Camping at the bottom of a climb is kind of a silly idea, since in the morning you don’t have enough time to warm up and have to start climbing straight away. Nevertheless, we made this mistake every single day. In our defense, it would have been too cold to sleep at altitude and there are not many flat, tent-appropriate surfaces on the island, except for those next to the water.
Riding on the island is quite pleasant (except for some reaaally steep neighborhood sections.) Most roads are new and there are plenty of villages everywhere to stop in for a coffee or a mid-ride snack. The most famous climbs are La Masca, the road to Anaga National Park and Teide. We climbed the iconic La Masca from the nearby village of Santiago del Teide. The climb was steep and surprisingly short. Descending, though, was even steeper and way longer.

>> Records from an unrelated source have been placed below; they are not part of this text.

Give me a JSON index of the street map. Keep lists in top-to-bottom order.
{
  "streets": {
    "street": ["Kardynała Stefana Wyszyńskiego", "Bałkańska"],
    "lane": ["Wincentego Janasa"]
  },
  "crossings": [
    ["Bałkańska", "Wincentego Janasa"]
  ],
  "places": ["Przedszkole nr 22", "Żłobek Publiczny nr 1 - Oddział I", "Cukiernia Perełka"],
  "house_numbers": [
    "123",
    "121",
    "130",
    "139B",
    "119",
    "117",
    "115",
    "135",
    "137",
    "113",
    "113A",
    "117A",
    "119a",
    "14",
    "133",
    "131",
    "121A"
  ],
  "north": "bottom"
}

After such an amazing start to the day, we decided that it could only get better and took a detour onto an out-and-back road to the Punta del Teno. Luck was definitely on our side since it turned out that this road was closed to motorized vehicles from Thursday till Sunday. And hey, it was Thursday!
The Anaga Mountains are evergreen. The climb takes you through a lush and deep, dark tropical forest. It is quite common for the clouds to get stuck on the peaks, filling the air with humidity and rain. It makes the landscape unimaginably beautiful, like a scene from Avatar or the Narnia movies.
We started our climb to the volcano from Del Socorro Beach on the recommendation of some local friends who suggested that this side of the mountain is the most picturesque and has the least traffic. Little did we know that the fact that there is no traffic meant that there is also no cafes, villages or restaurants during the forty-kilometer climb.
Teide´s 3,718-metre summit is the highest point in Spain and is as breathtaking as you might imagine it to be. On the day of our climb, the mountain was covered in a thick cloud, which made the ascent cold and rainy but also incredibly beautiful. During the final kilometers, the wind blew this curtain away and we saw the peak in all its glory.
On the way up, the usual thoughts filled my tired brain: “Why am I doing this?”, “Why do I even care so much?, “Let’s just make it till this turn, turn back and go down.”, “I want to eat, I really want to eat.”, “I didn’t know I had muscle there and that it could hurt so much.” I kept imagining how I would give up, but for some reason I kept on going.
For a long time, the road went through a pine forest covered in clouds with almost zero visibility. Then it opened up and we saw a snowy, martian-like landscape. I could barely feel my fingers, my back felt like it was made of stone, we ran out of food, and then suddenly, without any warning, there it was—Teide.
When the road turned into a gradual descent, we saw a roadside restaurant and stopped for some much needed vegetable soup, fresh warm bread, chocolate cake and, last but not the least, local banana rum.
When we were descending in complete darkness on the small, pothole covered backroad, occasionally passing cars, somewhere far below we could see the lights of the city, the seaside mountain crests lined in silver from the moon rising behind them. My fingers couldn’t feel the brake levers, my body couldn’t believe what had just happened. I couldn´t believe that I’d managed to climb this mountain, and couldn’t believe that the beauty in front of me was real. I was screaming with emotions overwhelming me from inside and for a moment had a really clear realization of what “life” is.
This is my story but there were two of us and it was our trip. You can do many things on your own, but it’s way better to do them with a friend. Steff, thank you for those last nuts, the candy and bars and for being ahead of me, not only like a trusted compass, leading the way, but also like a real friend.